- **Aim of the exercise**
Show each line from the records below in which the word "JOAQUÍN" occurs.

*** Opening Extracted records ***

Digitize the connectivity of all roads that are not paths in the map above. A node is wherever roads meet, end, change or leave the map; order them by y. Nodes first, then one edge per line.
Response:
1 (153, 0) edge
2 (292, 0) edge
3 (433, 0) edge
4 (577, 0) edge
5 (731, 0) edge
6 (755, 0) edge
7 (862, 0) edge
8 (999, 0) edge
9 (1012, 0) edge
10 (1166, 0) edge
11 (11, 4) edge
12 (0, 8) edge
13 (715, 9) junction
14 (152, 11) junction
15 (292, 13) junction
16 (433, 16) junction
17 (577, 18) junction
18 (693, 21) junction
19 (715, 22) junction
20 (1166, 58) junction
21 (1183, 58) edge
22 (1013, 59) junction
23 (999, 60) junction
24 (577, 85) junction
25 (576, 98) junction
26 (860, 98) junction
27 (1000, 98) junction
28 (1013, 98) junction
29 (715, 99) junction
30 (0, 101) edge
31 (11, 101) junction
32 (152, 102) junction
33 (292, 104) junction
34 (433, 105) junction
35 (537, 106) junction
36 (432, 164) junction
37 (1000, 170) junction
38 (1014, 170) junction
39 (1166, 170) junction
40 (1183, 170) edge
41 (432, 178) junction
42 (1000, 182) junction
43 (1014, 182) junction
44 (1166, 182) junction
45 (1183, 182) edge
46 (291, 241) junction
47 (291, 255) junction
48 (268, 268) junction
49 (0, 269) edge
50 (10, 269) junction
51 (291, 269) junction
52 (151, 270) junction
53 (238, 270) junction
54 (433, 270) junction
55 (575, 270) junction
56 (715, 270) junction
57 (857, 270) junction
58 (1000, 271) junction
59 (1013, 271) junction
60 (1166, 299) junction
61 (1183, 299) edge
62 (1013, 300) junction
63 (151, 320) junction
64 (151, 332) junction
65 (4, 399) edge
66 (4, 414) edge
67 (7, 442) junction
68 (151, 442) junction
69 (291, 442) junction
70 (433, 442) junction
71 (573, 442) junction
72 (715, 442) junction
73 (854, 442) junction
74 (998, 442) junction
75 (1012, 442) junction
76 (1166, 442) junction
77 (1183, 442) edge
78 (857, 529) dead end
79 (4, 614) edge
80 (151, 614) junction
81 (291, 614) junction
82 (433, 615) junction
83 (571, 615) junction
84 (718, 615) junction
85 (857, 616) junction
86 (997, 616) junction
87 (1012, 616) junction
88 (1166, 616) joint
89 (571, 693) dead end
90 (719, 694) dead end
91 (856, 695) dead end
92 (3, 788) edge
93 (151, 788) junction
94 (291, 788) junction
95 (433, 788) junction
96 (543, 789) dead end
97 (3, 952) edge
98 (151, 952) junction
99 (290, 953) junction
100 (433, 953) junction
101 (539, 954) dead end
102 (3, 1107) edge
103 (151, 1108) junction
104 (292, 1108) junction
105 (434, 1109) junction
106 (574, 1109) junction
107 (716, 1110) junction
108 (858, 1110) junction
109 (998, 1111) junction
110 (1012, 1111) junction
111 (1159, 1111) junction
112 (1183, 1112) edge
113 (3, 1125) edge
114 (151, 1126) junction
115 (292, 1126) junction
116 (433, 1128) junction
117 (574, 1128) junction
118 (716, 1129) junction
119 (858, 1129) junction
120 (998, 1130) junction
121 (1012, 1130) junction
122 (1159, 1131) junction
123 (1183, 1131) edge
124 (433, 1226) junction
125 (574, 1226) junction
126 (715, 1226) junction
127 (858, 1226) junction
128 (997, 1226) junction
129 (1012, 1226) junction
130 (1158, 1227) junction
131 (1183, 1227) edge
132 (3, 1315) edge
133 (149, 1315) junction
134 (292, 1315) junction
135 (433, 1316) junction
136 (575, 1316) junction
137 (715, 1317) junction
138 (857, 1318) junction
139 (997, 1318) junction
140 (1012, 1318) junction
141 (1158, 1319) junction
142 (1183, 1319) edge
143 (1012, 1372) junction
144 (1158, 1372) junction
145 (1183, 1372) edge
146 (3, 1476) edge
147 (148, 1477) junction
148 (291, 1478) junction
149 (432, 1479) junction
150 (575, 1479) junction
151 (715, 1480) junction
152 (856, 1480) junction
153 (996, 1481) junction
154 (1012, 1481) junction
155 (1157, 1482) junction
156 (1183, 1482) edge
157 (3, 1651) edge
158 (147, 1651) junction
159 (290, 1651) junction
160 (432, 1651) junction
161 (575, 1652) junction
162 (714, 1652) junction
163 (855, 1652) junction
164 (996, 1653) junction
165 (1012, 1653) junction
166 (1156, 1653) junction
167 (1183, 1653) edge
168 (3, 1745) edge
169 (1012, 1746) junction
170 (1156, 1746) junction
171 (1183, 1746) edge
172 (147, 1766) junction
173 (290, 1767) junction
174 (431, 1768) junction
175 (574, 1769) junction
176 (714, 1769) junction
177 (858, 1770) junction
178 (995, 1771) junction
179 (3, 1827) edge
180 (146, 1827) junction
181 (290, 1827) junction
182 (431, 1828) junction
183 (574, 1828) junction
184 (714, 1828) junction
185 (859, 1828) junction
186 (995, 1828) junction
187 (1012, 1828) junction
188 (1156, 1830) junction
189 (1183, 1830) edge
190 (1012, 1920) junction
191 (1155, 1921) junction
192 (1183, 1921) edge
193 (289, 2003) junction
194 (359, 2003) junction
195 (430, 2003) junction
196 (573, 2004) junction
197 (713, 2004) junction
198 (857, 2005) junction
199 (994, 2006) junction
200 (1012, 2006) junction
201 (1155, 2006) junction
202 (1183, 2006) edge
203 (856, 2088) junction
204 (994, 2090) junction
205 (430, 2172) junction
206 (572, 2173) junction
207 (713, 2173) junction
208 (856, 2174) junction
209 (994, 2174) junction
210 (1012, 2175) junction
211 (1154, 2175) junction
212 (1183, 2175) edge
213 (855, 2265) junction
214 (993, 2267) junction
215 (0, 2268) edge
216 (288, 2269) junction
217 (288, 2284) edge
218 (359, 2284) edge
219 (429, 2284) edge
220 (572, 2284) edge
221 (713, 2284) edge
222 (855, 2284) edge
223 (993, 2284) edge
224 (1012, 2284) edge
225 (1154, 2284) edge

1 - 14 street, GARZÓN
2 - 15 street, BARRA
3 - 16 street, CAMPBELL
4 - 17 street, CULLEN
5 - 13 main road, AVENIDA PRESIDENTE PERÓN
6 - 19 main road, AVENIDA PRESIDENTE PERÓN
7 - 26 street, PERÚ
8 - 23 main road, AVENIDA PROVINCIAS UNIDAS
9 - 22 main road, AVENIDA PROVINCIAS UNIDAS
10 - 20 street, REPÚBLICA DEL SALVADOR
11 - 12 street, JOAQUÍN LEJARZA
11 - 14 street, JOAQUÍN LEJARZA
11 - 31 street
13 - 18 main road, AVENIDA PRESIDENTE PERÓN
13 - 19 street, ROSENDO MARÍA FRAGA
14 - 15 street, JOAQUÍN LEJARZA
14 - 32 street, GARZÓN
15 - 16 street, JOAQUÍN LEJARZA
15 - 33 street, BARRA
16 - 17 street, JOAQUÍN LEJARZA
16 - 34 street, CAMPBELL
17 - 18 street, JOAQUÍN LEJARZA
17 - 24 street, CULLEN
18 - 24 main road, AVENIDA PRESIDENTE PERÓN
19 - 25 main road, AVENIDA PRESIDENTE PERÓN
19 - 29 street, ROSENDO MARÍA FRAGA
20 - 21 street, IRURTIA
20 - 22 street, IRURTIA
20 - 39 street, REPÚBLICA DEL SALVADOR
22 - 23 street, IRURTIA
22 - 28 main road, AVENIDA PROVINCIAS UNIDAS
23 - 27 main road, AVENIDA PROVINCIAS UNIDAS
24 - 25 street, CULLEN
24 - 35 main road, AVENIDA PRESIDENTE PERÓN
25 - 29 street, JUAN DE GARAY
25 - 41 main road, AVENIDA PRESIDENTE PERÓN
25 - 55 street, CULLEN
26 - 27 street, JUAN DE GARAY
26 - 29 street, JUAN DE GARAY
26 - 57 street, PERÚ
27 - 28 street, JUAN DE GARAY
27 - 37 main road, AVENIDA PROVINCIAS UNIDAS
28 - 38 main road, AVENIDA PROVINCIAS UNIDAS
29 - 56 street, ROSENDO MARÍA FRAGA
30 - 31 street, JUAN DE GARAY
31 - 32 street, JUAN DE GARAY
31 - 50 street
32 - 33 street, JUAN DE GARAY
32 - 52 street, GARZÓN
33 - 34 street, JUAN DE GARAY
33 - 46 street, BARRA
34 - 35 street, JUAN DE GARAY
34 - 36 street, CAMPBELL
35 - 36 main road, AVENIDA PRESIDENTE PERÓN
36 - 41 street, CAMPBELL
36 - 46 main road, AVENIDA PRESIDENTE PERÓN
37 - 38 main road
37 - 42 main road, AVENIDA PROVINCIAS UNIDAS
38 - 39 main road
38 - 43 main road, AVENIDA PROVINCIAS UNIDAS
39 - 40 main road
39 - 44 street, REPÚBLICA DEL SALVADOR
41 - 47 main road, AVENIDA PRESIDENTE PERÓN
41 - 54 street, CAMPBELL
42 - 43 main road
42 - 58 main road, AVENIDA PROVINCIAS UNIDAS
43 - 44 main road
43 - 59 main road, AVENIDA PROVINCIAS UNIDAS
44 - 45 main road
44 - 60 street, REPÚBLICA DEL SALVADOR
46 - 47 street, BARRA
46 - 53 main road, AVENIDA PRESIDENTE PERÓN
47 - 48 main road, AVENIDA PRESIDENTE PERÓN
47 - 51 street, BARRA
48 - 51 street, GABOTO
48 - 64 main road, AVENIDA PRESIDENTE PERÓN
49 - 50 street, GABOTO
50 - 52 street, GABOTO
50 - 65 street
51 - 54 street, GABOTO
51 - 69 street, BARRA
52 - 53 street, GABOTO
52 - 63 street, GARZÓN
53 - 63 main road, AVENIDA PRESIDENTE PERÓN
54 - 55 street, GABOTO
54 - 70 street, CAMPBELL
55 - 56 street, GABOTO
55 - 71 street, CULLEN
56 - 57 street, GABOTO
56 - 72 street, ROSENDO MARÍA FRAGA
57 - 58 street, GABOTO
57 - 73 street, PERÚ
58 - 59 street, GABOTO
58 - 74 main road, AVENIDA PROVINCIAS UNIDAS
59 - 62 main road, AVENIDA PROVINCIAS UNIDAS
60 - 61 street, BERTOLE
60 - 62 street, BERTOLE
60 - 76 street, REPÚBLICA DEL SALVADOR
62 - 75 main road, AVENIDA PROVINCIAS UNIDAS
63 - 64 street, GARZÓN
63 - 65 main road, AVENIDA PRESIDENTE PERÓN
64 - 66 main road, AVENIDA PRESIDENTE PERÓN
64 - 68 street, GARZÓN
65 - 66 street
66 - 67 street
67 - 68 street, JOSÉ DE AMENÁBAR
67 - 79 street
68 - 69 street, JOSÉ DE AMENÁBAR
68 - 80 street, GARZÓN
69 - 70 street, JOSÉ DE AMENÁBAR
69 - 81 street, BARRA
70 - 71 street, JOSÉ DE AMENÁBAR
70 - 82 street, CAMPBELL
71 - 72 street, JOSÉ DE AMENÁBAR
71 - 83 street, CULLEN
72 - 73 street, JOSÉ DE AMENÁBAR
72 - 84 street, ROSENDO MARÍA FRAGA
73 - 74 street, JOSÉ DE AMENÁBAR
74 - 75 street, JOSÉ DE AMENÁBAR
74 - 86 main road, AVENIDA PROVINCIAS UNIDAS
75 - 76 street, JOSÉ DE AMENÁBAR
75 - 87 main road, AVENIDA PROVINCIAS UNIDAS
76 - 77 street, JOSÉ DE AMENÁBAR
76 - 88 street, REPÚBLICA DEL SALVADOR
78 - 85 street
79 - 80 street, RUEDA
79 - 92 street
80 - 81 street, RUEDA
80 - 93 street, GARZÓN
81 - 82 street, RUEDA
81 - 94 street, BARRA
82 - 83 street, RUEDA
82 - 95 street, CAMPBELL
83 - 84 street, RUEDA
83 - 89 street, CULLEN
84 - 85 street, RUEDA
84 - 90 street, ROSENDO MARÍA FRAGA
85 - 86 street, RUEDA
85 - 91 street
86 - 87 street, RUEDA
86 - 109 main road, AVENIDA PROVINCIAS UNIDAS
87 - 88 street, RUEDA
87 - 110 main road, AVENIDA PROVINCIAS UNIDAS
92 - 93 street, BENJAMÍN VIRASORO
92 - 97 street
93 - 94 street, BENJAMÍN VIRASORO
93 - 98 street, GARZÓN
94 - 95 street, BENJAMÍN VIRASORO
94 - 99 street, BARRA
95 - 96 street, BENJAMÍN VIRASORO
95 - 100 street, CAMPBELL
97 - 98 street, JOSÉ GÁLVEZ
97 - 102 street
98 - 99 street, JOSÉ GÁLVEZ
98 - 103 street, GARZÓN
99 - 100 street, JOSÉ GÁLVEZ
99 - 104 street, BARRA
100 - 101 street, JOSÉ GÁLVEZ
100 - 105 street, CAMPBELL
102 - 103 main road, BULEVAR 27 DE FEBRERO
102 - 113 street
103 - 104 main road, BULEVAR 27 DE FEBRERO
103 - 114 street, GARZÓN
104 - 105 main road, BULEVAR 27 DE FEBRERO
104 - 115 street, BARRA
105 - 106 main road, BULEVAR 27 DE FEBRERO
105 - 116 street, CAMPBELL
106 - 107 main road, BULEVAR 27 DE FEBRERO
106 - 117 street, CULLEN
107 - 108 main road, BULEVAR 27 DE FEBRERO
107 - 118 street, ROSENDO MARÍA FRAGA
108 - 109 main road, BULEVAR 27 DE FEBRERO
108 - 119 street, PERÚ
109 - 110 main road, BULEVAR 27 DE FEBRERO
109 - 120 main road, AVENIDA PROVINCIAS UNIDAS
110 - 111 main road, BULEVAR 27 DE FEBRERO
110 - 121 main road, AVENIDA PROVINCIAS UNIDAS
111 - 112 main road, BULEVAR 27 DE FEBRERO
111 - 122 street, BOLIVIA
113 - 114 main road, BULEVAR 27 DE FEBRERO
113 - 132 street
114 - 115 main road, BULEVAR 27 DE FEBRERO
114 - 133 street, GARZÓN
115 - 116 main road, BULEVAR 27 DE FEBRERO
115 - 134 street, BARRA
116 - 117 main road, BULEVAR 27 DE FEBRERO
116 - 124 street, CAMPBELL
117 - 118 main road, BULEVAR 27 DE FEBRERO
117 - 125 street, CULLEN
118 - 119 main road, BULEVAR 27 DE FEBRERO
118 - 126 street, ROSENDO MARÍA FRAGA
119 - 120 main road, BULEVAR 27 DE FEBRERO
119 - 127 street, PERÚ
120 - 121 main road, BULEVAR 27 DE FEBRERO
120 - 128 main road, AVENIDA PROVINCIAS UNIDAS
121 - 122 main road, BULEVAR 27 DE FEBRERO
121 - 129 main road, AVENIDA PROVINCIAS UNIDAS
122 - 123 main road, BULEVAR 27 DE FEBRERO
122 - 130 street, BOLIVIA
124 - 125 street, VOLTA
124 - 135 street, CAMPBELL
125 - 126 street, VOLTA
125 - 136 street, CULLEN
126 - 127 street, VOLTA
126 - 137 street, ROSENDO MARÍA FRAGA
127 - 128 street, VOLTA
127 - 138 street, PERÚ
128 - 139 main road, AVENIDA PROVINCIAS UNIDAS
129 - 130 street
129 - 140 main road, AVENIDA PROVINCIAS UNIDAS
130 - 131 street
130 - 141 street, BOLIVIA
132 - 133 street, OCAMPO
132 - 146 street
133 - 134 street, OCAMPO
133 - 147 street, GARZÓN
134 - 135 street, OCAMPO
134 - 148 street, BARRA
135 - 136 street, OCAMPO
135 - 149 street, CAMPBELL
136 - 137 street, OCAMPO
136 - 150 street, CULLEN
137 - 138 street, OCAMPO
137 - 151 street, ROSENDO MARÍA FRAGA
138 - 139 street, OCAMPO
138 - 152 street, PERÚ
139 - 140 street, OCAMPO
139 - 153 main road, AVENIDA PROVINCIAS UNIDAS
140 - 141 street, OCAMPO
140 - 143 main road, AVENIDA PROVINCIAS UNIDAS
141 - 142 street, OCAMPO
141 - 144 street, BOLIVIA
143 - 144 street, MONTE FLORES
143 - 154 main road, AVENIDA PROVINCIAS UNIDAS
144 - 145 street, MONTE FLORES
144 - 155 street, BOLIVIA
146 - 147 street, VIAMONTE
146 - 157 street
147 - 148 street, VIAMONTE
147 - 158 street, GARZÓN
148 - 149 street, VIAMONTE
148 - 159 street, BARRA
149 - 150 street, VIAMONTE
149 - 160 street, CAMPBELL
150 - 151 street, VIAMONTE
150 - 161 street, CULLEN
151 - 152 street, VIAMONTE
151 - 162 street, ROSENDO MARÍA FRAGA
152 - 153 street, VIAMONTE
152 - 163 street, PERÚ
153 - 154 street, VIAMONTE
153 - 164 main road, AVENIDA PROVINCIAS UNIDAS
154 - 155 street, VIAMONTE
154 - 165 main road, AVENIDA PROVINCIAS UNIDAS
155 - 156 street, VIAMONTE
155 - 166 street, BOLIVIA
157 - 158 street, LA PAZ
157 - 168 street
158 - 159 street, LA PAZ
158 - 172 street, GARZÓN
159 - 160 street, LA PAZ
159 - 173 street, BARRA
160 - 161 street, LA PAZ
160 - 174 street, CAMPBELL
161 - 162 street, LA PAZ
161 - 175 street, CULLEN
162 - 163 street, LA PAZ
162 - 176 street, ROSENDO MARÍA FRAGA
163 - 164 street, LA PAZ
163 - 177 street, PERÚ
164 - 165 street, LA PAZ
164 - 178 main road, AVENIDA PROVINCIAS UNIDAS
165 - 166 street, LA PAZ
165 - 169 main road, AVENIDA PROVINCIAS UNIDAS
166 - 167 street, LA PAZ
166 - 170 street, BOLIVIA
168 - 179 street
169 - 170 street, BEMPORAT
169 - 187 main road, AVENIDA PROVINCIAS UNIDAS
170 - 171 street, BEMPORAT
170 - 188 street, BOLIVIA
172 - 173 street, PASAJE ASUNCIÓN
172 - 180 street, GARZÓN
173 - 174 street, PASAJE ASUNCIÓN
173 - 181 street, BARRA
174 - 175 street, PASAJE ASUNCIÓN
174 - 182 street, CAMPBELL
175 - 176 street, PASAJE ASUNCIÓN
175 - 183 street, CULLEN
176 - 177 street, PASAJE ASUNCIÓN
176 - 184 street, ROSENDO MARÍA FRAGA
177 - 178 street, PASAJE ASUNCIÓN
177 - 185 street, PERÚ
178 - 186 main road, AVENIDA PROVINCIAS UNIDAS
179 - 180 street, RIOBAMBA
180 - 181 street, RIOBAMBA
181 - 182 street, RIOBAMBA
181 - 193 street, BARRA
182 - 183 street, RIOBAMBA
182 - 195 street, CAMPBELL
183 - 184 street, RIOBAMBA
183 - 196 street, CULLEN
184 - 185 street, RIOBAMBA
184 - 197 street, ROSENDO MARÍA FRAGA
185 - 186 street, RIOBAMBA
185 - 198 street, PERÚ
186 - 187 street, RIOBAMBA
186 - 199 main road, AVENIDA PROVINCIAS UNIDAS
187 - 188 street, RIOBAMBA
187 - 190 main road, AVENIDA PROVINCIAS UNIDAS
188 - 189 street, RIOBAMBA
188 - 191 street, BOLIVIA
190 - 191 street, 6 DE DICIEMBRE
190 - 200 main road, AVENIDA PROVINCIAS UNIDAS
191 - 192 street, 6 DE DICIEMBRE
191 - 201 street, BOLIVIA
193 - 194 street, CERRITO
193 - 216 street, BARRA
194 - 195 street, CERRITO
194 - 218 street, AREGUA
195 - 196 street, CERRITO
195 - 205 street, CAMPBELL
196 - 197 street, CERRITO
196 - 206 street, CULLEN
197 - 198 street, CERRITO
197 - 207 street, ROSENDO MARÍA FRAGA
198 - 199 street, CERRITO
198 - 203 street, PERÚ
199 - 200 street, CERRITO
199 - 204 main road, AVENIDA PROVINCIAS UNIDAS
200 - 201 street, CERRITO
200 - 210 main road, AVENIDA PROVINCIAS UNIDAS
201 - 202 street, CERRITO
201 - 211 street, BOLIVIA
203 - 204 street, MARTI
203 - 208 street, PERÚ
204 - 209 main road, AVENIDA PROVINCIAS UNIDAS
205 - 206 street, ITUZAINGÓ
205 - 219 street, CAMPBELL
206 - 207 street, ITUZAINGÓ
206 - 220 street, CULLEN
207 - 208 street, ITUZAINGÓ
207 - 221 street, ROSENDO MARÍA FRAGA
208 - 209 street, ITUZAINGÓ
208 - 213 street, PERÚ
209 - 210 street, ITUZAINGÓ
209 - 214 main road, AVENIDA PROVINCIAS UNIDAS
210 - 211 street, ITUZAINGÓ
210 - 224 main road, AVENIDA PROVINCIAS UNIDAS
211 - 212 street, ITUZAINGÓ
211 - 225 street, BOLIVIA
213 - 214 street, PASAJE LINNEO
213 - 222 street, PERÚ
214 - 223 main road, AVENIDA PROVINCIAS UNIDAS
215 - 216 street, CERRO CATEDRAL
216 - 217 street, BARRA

*** Closing Extracted records ***

- **Finished exercise**
11 - 12 street, JOAQUÍN LEJARZA
11 - 14 street, JOAQUÍN LEJARZA
14 - 15 street, JOAQUÍN LEJARZA
15 - 16 street, JOAQUÍN LEJARZA
16 - 17 street, JOAQUÍN LEJARZA
17 - 18 street, JOAQUÍN LEJARZA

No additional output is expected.